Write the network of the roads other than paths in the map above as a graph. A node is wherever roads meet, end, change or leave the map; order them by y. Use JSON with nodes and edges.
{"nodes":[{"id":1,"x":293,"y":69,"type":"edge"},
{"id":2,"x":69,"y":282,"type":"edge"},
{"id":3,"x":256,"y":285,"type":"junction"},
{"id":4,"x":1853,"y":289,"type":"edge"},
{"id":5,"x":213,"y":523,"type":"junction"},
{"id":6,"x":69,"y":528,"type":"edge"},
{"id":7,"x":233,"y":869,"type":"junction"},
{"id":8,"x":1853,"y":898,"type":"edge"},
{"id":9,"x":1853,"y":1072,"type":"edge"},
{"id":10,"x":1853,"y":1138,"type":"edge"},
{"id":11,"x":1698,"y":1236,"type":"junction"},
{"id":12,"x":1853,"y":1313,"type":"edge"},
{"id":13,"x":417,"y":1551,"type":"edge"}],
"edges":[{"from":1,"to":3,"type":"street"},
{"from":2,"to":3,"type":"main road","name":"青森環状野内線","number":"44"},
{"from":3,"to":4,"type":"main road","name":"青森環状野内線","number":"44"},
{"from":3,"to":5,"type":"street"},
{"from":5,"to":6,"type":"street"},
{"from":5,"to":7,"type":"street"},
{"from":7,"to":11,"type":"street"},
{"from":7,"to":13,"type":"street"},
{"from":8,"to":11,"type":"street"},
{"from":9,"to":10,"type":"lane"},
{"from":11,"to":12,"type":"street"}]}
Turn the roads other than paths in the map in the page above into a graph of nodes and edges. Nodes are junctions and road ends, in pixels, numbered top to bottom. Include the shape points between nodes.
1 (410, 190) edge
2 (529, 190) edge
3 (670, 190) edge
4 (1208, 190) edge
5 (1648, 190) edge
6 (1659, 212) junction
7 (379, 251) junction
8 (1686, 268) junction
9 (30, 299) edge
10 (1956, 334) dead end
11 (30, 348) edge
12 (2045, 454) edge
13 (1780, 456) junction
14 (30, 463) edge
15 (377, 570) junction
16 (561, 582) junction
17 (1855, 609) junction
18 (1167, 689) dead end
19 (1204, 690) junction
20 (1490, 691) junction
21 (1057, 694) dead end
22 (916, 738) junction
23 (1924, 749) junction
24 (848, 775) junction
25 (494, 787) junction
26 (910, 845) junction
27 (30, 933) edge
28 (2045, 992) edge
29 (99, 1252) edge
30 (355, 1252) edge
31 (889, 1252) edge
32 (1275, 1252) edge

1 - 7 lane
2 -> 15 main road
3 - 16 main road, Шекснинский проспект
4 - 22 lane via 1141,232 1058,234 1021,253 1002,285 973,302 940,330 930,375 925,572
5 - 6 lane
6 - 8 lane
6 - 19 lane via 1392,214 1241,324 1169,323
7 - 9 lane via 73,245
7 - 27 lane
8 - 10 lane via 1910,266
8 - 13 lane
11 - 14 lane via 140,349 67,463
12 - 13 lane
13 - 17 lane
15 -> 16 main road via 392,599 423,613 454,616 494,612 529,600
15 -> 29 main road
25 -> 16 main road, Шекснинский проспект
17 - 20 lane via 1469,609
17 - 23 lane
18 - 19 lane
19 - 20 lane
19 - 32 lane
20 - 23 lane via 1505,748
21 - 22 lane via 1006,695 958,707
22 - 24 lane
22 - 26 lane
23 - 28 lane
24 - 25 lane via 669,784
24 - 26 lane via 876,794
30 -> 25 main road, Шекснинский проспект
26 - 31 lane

........

- **Activity**: Word for word, write out every entry shown above.

- **Expected answer**:
Write the network of the roads other than paths in the map above as a graph. A node is wherever roads meet, end, change or leave the map; order them by y. Use JSON with nodes and edges.
{"nodes":[{"id":1,"x":293,"y":69,"type":"edge"},
{"id":2,"x":69,"y":282,"type":"edge"},
{"id":3,"x":256,"y":285,"type":"junction"},
{"id":4,"x":1853,"y":289,"type":"edge"},
{"id":5,"x":213,"y":523,"type":"junction"},
{"id":6,"x":69,"y":528,"type":"edge"},
{"id":7,"x":233,"y":869,"type":"junction"},
{"id":8,"x":1853,"y":898,"type":"edge"},
{"id":9,"x":1853,"y":1072,"type":"edge"},
{"id":10,"x":1853,"y":1138,"type":"edge"},
{"id":11,"x":1698,"y":1236,"type":"junction"},
{"id":12,"x":1853,"y":1313,"type":"edge"},
{"id":13,"x":417,"y":1551,"type":"edge"}],
"edges":[{"from":1,"to":3,"type":"street"},
{"from":2,"to":3,"type":"main road","name":"青森環状野内線","number":"44"},
{"from":3,"to":4,"type":"main road","name":"青森環状野内線","number":"44"},
{"from":3,"to":5,"type":"street"},
{"from":5,"to":6,"type":"street"},
{"from":5,"to":7,"type":"street"},
{"from":7,"to":11,"type":"street"},
{"from":7,"to":13,"type":"street"},
{"from":8,"to":11,"type":"street"},
{"from":9,"to":10,"type":"lane"},
{"from":11,"to":12,"type":"street"}]}
Turn the roads other than paths in the map in the page above into a graph of nodes and edges. Nodes are junctions and road ends, in pixels, numbered top to bottom. Include the shape points between nodes.
1 (410, 190) edge
2 (529, 190) edge
3 (670, 190) edge
4 (1208, 190) edge
5 (1648, 190) edge
6 (1659, 212) junction
7 (379, 251) junction
8 (1686, 268) junction
9 (30, 299) edge
10 (1956, 334) dead end
11 (30, 348) edge
12 (2045, 454) edge
13 (1780, 456) junction
14 (30, 463) edge
15 (377, 570) junction
16 (561, 582) junction
17 (1855, 609) junction
18 (1167, 689) dead end
19 (1204, 690) junction
20 (1490, 691) junction
21 (1057, 694) dead end
22 (916, 738) junction
23 (1924, 749) junction
24 (848, 775) junction
25 (494, 787) junction
26 (910, 845) junction
27 (30, 933) edge
28 (2045, 992) edge
29 (99, 1252) edge
30 (355, 1252) edge
31 (889, 1252) edge
32 (1275, 1252) edge

1 - 7 lane
2 -> 15 main road
3 - 16 main road, Шекснинский проспект
4 - 22 lane via 1141,232 1058,234 1021,253 1002,285 973,302 940,330 930,375 925,572
5 - 6 lane
6 - 8 lane
6 - 19 lane via 1392,214 1241,324 1169,323
7 - 9 lane via 73,245
7 - 27 lane
8 - 10 lane via 1910,266
8 - 13 lane
11 - 14 lane via 140,349 67,463
12 - 13 lane
13 - 17 lane
15 -> 16 main road via 392,599 423,613 454,616 494,612 529,600
15 -> 29 main road
25 -> 16 main road, Шекснинский проспект
17 - 20 lane via 1469,609
17 - 23 lane
18 - 19 lane
19 - 20 lane
19 - 32 lane
20 - 23 lane via 1505,748
21 - 22 lane via 1006,695 958,707
22 - 24 lane
22 - 26 lane
23 - 28 lane
24 - 25 lane via 669,784
24 - 26 lane via 876,794
30 -> 25 main road, Шекснинский проспект
26 - 31 lane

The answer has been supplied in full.